Das Protokoll vom 25.5.1999 zur Änderung der Schiedskonvention (s. BGBl 1999 II S. 1082 und BGBl 2005 II S. 635) ist am 1.11.2004 in Kraft getreten. Die Schiedskonvention ist danach rückwirkend zum 1.1.2000 auf unbestimmte Zeit verlängert worden.

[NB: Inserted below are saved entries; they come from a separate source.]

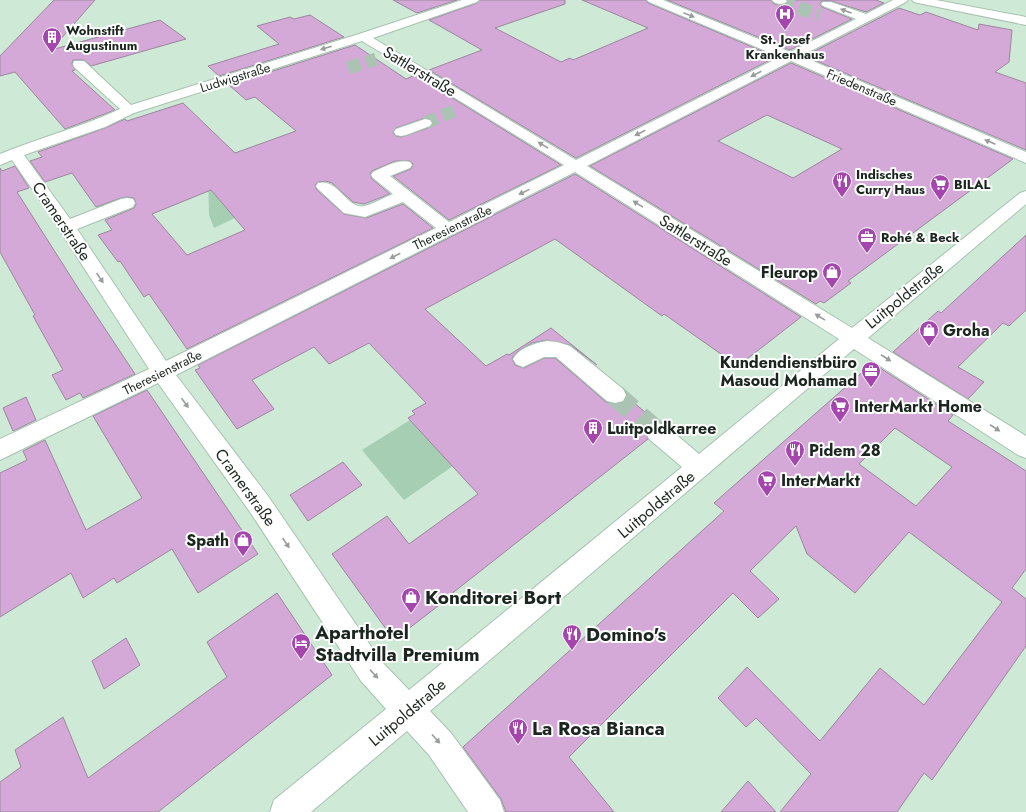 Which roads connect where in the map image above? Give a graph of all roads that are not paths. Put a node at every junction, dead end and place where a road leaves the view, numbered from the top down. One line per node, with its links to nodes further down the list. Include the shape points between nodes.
1 (473, 0): 8 (street, Ludwigstraße)
2 (653, 0): 10 (street, Friedenstraße, one-way to 10)
3 (902, 0): 6 (street, Theresienstraße)
4 (918, 0): 7 (street)
5 (827, 4): 6 (street, one-way to 5)
6 (868, 16): 10 (street, Theresienstraße, via 843,24)
7 (1026, 21)
8 (363, 37): 9 (street, Sattlerstraße); 14 (street, Ludwigstraße, one-way to 14)
9 (392, 54): 11 (street); 13 (street, Sattlerstraße)
10 (790, 56): 19 (street, Friedenstraße, one-way to 10); 21 (street, Theresienstraße, one-way to 21)
11 (376, 59)
12 (79, 64): 14 (street)
13 (474, 103): 15 (street); 21 (street, Sattlerstraße, one-way to 13)
14 (129, 110): 18 (street, Ludwigstraße, via 100,124)
15 (454, 111)
16 (422, 124): 17 (street)
17 (398, 130)
18 (8, 157): 26 (street, Cramerstraße)
19 (1026, 158)
20 (404, 166): 23 (street, via 379,175)
21 (576, 166): 27 (street, Theresienstraße, one-way to 27); 28 (street, Sattlerstraße, one-way to 21)
22 (324, 186): 23 (street, via 350,209 365,212)
23 (404, 195): 27 (street)
24 (1026, 196): 28 (street, Luitpoldstraße)
25 (127, 203): 26 (street)
26 (66, 226): 30 (street, Cramerstraße, one-way to 30)
27 (448, 229): 30 (street, Theresienstraße, one-way to 30)
28 (853, 338): 33 (street, Sattlerstraße, one-way to 33); 35 (street, Luitpoldstraße)
29 (523, 359): 31 (street, via 543,348 563,351)
30 (162, 372): 34 (street, Theresienstraße); 36 (street, Cramerstraße, one-way to 36, via 259,504 371,671)
31 (615, 395)
32 (657, 432): 35 (street)
33 (1026, 448)
34 (0, 450)
35 (698, 468): 36 (street, Luitpoldstraße)
36 (410, 710): 37 (street, Luitpoldstraße); 38 (street, Cramerstraße, one-way to 38, via 440,744)
37 (286, 812)
38 (488, 812)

1.1.4 Die Verständigungsklauseln der DBA und die Schiedskonvention sind durch die Zustimmungsgesetze unmittelbar anwendbares innerstaatliches Recht geworden und gehen gemäß § 2 AO den deutschen Steuergesetzen vor.

 

1.2 Verständigungsklauseln nach DBA und Schiedskonvention

1.2.1 Die Verständigungsklauseln der DBA sehen in der Regel vor, dass

  • ein Verständigungsverfahren eingeleitet werden kann, wenn eine Person dies beantragt und darlegt, dass Maßnahmen eines Vertragsstaats oder beider Vertragsstaaten für sie zu einer dem Abkommen nicht entsprechenden Besteuerung führen oder führen werden, und dem durch Maßnahmen des betreffenden Staates nicht abgeholfen werden kann (Verständigungsverfahren im engeren Sinn);
  • Verständigungsverfahren allgemein eingeleitet werden können, um Schwierigkeiten oder Zweifel zu beseitigen, die bei der Auslegung oder Anwendung des Abkommens entstehen; hierzu kann auch ein Einzelfall Anlass bieten oder Gegenstand sein, z.B. wenn Anweisungen oder Richtlinien der ausländischen Finanzverwaltung vorliegen, die zu einer abkommenswidrigen Besteuerung führen können (Konsultationsverfahren);
  • Verständigungsverfahren auch über vertraglich nicht geregelte Fragen eingeleitet werden können, z.B. zur Vermeidung einer Doppelbesteuerung in Fällen, die in dem betreffenden DBA nicht geregelt sind.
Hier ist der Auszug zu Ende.